* TASK DESCRIPTION: Only lines containing "roads" belong in the answer, each copied from the entries below.

[Saved entries]
┄┄┄┄┄┄┄┄┄┄

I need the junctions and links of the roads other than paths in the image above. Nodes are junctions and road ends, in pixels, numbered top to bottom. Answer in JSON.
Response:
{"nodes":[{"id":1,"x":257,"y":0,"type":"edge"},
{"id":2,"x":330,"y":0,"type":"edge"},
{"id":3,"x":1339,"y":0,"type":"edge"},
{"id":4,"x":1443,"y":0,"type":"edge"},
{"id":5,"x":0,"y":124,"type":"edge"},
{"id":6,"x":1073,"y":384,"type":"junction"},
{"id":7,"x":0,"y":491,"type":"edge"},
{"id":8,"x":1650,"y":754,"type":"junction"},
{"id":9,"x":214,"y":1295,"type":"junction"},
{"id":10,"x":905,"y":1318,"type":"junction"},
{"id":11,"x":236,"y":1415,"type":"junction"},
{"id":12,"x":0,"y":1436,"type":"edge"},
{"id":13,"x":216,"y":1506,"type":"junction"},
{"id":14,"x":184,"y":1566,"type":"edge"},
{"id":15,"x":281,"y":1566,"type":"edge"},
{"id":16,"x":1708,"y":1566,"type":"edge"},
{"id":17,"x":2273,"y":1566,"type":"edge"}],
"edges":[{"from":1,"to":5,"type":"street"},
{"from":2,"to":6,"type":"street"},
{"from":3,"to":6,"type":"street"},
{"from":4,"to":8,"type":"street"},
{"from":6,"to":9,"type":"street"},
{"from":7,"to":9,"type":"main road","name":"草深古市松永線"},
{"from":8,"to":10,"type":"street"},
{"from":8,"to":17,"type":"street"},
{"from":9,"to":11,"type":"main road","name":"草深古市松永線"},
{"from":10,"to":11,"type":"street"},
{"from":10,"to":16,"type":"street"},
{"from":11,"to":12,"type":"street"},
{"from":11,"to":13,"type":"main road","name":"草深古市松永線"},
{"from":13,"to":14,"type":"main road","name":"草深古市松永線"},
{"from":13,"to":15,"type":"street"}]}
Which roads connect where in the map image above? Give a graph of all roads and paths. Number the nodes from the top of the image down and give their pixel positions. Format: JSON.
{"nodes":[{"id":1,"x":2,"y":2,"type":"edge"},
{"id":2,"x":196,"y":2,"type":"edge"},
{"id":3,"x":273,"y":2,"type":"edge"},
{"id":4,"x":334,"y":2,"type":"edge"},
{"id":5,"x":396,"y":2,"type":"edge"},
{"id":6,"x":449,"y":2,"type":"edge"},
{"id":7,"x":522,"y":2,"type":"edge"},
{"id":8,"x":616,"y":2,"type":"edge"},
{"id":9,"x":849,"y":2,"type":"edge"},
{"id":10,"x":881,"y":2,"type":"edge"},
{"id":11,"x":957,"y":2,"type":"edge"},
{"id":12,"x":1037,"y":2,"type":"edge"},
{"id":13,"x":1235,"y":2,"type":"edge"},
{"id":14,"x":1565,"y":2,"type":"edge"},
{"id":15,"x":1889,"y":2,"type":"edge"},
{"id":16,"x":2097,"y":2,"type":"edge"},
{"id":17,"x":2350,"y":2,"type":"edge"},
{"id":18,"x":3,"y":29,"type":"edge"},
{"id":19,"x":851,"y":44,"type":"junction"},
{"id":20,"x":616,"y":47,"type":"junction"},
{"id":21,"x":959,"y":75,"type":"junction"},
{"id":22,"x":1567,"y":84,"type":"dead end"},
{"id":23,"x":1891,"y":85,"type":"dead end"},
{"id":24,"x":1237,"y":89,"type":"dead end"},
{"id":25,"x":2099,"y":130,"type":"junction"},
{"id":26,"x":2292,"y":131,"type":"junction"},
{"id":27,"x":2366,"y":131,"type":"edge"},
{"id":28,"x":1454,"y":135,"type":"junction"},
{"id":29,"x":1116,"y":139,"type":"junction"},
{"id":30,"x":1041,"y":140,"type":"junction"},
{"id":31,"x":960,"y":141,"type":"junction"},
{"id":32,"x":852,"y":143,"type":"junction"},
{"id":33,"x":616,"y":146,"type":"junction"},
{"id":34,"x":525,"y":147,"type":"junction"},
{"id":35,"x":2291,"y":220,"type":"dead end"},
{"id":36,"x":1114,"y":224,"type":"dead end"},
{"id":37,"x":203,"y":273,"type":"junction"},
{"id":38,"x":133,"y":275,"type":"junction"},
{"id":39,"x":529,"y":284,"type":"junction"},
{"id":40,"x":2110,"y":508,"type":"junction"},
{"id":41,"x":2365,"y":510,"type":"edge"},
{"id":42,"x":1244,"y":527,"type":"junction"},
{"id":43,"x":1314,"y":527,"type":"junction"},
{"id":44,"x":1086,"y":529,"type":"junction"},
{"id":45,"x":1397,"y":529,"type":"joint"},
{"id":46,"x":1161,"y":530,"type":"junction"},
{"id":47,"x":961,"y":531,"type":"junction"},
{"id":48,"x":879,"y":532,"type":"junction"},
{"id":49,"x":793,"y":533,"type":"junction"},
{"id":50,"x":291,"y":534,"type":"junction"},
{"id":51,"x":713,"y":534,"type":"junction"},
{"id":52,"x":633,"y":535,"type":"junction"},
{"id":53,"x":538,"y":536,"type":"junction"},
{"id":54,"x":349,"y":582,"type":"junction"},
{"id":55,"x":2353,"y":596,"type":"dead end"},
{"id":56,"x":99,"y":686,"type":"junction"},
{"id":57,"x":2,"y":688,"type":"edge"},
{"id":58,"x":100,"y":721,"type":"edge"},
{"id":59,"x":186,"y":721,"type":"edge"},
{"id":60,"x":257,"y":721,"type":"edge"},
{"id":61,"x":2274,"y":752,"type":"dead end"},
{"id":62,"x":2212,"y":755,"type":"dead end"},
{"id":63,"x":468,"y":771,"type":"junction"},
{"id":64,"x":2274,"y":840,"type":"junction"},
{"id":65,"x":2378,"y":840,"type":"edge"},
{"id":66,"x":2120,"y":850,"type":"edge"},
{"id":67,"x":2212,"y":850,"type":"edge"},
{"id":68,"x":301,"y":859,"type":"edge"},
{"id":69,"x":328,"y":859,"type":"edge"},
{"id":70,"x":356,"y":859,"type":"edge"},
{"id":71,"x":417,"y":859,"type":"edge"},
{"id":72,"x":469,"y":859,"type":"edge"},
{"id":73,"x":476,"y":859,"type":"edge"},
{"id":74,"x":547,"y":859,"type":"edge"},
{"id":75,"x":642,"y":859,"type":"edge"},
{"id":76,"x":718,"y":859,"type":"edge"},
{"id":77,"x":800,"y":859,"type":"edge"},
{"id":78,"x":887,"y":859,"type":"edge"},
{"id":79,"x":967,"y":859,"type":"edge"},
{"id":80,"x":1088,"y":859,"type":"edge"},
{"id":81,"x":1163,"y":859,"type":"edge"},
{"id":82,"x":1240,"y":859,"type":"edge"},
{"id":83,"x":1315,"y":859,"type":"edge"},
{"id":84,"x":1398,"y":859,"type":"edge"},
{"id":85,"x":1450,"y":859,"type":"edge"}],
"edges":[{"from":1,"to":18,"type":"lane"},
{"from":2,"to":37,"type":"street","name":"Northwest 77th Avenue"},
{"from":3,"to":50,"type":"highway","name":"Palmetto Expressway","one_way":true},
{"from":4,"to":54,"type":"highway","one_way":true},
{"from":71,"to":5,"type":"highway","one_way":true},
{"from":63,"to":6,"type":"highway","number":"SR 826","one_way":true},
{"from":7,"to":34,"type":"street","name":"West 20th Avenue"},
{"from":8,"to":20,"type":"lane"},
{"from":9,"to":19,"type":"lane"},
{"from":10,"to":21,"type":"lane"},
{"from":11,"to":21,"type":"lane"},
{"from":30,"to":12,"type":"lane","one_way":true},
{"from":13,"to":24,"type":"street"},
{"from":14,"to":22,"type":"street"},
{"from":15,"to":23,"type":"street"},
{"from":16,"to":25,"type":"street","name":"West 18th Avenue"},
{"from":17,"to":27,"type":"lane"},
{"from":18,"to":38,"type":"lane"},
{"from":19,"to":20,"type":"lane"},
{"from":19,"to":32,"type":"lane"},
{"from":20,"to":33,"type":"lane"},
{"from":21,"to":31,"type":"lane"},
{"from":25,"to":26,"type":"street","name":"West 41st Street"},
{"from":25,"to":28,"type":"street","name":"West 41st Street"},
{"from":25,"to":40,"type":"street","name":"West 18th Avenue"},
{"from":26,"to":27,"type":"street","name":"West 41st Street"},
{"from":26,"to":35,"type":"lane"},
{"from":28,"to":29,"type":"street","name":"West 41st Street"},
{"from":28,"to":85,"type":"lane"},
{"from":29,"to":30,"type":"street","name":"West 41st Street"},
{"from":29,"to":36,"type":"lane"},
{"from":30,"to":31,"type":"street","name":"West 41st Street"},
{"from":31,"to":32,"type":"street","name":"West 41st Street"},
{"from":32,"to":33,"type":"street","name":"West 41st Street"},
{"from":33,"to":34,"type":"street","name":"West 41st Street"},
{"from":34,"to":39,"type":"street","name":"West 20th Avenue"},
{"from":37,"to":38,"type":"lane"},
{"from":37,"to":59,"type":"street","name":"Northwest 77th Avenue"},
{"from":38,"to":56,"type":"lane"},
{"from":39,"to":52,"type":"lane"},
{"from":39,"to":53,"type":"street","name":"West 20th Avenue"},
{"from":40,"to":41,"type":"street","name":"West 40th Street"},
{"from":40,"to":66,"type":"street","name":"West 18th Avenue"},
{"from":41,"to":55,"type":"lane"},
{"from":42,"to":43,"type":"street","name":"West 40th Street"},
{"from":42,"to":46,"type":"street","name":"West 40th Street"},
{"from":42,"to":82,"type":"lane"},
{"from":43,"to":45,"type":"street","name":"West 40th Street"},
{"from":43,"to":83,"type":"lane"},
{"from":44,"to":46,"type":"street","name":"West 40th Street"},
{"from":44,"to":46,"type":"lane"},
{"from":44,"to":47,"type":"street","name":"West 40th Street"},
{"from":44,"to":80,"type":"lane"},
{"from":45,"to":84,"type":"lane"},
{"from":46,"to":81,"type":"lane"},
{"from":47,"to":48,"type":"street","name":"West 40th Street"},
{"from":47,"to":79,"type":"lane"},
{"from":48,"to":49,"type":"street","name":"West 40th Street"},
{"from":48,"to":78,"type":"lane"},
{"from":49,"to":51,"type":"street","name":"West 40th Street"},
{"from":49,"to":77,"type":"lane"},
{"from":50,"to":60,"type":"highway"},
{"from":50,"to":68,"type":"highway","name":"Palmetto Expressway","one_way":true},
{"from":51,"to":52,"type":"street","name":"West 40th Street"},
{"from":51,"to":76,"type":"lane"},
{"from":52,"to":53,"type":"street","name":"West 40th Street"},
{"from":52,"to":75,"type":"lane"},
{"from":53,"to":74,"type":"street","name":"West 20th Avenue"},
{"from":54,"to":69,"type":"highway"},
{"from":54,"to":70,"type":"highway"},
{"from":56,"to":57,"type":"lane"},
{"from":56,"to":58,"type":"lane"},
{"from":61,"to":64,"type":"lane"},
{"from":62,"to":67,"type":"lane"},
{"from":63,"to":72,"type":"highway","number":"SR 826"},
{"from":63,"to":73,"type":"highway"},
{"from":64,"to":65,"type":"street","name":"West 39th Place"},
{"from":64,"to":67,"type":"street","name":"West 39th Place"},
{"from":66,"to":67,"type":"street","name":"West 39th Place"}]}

┄┄┄┄┄┄┄┄┄┄

* WRITTEN SOLUTION:
I need the junctions and links of the roads other than paths in the image above. Nodes are junctions and road ends, in pixels, numbered top to bottom. Answer in JSON.
Which roads connect where in the map image above? Give a graph of all roads and paths. Number the nodes from the top of the image down and give their pixel positions. Format: JSON.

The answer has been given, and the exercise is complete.